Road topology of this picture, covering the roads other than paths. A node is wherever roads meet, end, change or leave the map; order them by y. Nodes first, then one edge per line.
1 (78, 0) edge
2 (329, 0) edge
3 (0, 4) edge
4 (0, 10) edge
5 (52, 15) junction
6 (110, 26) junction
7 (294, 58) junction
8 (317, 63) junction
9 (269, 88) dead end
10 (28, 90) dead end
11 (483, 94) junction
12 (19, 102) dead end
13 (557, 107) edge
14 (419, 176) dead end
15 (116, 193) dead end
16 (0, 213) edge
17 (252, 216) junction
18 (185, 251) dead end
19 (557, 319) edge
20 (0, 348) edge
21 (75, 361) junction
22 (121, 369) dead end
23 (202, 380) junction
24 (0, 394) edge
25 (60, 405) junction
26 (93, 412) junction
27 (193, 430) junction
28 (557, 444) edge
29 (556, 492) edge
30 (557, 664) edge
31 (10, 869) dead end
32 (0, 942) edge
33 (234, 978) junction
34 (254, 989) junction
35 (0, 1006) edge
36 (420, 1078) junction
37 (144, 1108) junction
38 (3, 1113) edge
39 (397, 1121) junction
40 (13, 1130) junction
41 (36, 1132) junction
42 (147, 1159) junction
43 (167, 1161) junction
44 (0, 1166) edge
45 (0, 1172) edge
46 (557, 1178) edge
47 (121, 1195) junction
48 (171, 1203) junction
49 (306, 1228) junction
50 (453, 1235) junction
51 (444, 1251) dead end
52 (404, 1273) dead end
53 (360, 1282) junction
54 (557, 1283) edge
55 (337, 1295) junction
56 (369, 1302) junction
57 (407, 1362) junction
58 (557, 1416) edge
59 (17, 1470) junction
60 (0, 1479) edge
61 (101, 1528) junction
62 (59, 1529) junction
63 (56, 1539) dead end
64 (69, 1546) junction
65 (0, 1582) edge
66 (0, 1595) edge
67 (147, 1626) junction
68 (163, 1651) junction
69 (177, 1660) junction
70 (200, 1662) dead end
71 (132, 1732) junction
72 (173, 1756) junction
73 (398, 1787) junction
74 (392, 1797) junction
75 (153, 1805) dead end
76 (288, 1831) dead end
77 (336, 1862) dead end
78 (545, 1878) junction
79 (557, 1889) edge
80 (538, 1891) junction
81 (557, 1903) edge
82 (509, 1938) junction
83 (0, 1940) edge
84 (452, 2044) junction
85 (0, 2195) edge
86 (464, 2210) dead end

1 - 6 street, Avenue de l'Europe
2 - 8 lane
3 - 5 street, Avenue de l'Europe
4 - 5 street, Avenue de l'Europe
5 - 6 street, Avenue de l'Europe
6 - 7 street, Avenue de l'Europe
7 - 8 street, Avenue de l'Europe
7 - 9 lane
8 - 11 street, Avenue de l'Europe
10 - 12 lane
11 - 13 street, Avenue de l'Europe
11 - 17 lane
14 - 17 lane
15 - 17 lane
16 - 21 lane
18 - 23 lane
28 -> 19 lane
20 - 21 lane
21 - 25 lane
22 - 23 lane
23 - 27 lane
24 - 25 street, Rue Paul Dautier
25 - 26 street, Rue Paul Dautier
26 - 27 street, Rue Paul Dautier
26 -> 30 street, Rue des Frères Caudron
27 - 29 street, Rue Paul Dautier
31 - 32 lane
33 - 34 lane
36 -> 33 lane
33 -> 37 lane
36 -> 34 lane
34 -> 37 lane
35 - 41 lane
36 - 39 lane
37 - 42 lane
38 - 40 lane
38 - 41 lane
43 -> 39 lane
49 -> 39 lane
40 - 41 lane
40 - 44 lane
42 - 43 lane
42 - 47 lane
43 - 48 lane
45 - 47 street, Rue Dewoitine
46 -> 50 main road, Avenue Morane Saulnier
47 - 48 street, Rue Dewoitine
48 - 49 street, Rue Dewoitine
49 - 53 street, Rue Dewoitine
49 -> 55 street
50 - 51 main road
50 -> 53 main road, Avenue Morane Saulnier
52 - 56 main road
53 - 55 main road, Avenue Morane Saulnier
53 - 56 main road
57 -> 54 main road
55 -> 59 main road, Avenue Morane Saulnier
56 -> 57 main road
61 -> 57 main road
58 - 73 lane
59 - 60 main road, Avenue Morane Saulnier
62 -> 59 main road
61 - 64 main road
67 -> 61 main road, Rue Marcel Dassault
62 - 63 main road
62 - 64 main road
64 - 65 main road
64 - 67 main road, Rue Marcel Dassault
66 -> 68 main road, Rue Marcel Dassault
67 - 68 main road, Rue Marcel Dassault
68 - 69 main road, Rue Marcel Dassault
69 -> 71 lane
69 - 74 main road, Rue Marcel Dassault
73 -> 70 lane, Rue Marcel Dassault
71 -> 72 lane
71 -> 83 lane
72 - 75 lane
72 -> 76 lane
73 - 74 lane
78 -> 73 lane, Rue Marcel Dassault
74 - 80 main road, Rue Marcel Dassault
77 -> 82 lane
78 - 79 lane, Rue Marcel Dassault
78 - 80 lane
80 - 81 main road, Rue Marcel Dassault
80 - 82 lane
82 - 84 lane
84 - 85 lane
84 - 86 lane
══════════════════════════════
Assignment:
Reproduce every record exactly, line by line.

Exercise output:
Road topology of this picture, covering the roads other than paths. A node is wherever roads meet, end, change or leave the map; order them by y. Nodes first, then one edge per line.
1 (78, 0) edge
2 (329, 0) edge
3 (0, 4) edge
4 (0, 10) edge
5 (52, 15) junction
6 (110, 26) junction
7 (294, 58) junction
8 (317, 63) junction
9 (269, 88) dead end
10 (28, 90) dead end
11 (483, 94) junction
12 (19, 102) dead end
13 (557, 107) edge
14 (419, 176) dead end
15 (116, 193) dead end
16 (0, 213) edge
17 (252, 216) junction
18 (185, 251) dead end
19 (557, 319) edge
20 (0, 348) edge
21 (75, 361) junction
22 (121, 369) dead end
23 (202, 380) junction
24 (0, 394) edge
25 (60, 405) junction
26 (93, 412) junction
27 (193, 430) junction
28 (557, 444) edge
29 (556, 492) edge
30 (557, 664) edge
31 (10, 869) dead end
32 (0, 942) edge
33 (234, 978) junction
34 (254, 989) junction
35 (0, 1006) edge
36 (420, 1078) junction
37 (144, 1108) junction
38 (3, 1113) edge
39 (397, 1121) junction
40 (13, 1130) junction
41 (36, 1132) junction
42 (147, 1159) junction
43 (167, 1161) junction
44 (0, 1166) edge
45 (0, 1172) edge
46 (557, 1178) edge
47 (121, 1195) junction
48 (171, 1203) junction
49 (306, 1228) junction
50 (453, 1235) junction
51 (444, 1251) dead end
52 (404, 1273) dead end
53 (360, 1282) junction
54 (557, 1283) edge
55 (337, 1295) junction
56 (369, 1302) junction
57 (407, 1362) junction
58 (557, 1416) edge
59 (17, 1470) junction
60 (0, 1479) edge
61 (101, 1528) junction
62 (59, 1529) junction
63 (56, 1539) dead end
64 (69, 1546) junction
65 (0, 1582) edge
66 (0, 1595) edge
67 (147, 1626) junction
68 (163, 1651) junction
69 (177, 1660) junction
70 (200, 1662) dead end
71 (132, 1732) junction
72 (173, 1756) junction
73 (398, 1787) junction
74 (392, 1797) junction
75 (153, 1805) dead end
76 (288, 1831) dead end
77 (336, 1862) dead end
78 (545, 1878) junction
79 (557, 1889) edge
80 (538, 1891) junction
81 (557, 1903) edge
82 (509, 1938) junction
83 (0, 1940) edge
84 (452, 2044) junction
85 (0, 2195) edge
86 (464, 2210) dead end

1 - 6 street, Avenue de l'Europe
2 - 8 lane
3 - 5 street, Avenue de l'Europe
4 - 5 street, Avenue de l'Europe
5 - 6 street, Avenue de l'Europe
6 - 7 street, Avenue de l'Europe
7 - 8 street, Avenue de l'Europe
7 - 9 lane
8 - 11 street, Avenue de l'Europe
10 - 12 lane
11 - 13 street, Avenue de l'Europe
11 - 17 lane
14 - 17 lane
15 - 17 lane
16 - 21 lane
18 - 23 lane
28 -> 19 lane
20 - 21 lane
21 - 25 lane
22 - 23 lane
23 - 27 lane
24 - 25 street, Rue Paul Dautier
25 - 26 street, Rue Paul Dautier
26 - 27 street, Rue Paul Dautier
26 -> 30 street, Rue des Frères Caudron
27 - 29 street, Rue Paul Dautier
31 - 32 lane
33 - 34 lane
36 -> 33 lane
33 -> 37 lane
36 -> 34 lane
34 -> 37 lane
35 - 41 lane
36 - 39 lane
37 - 42 lane
38 - 40 lane
38 - 41 lane
43 -> 39 lane
49 -> 39 lane
40 - 41 lane
40 - 44 lane
42 - 43 lane
42 - 47 lane
43 - 48 lane
45 - 47 street, Rue Dewoitine
46 -> 50 main road, Avenue Morane Saulnier
47 - 48 street, Rue Dewoitine
48 - 49 street, Rue Dewoitine
49 - 53 street, Rue Dewoitine
49 -> 55 street
50 - 51 main road
50 -> 53 main road, Avenue Morane Saulnier
52 - 56 main road
53 - 55 main road, Avenue Morane Saulnier
53 - 56 main road
57 -> 54 main road
55 -> 59 main road, Avenue Morane Saulnier
56 -> 57 main road
61 -> 57 main road
58 - 73 lane
59 - 60 main road, Avenue Morane Saulnier
62 -> 59 main road
61 - 64 main road
67 -> 61 main road, Rue Marcel Dassault
62 - 63 main road
62 - 64 main road
64 - 65 main road
64 - 67 main road, Rue Marcel Dassault
66 -> 68 main road, Rue Marcel Dassault
67 - 68 main road, Rue Marcel Dassault
68 - 69 main road, Rue Marcel Dassault
69 -> 71 lane
69 - 74 main road, Rue Marcel Dassault
73 -> 70 lane, Rue Marcel Dassault
71 -> 72 lane
71 -> 83 lane
72 - 75 lane
72 -> 76 lane
73 - 74 lane
78 -> 73 lane, Rue Marcel Dassault
74 - 80 main road, Rue Marcel Dassault
77 -> 82 lane
78 - 79 lane, Rue Marcel Dassault
78 - 80 lane
80 - 81 main road, Rue Marcel Dassault
80 - 82 lane
82 - 84 lane
84 - 85 lane
84 - 86 lane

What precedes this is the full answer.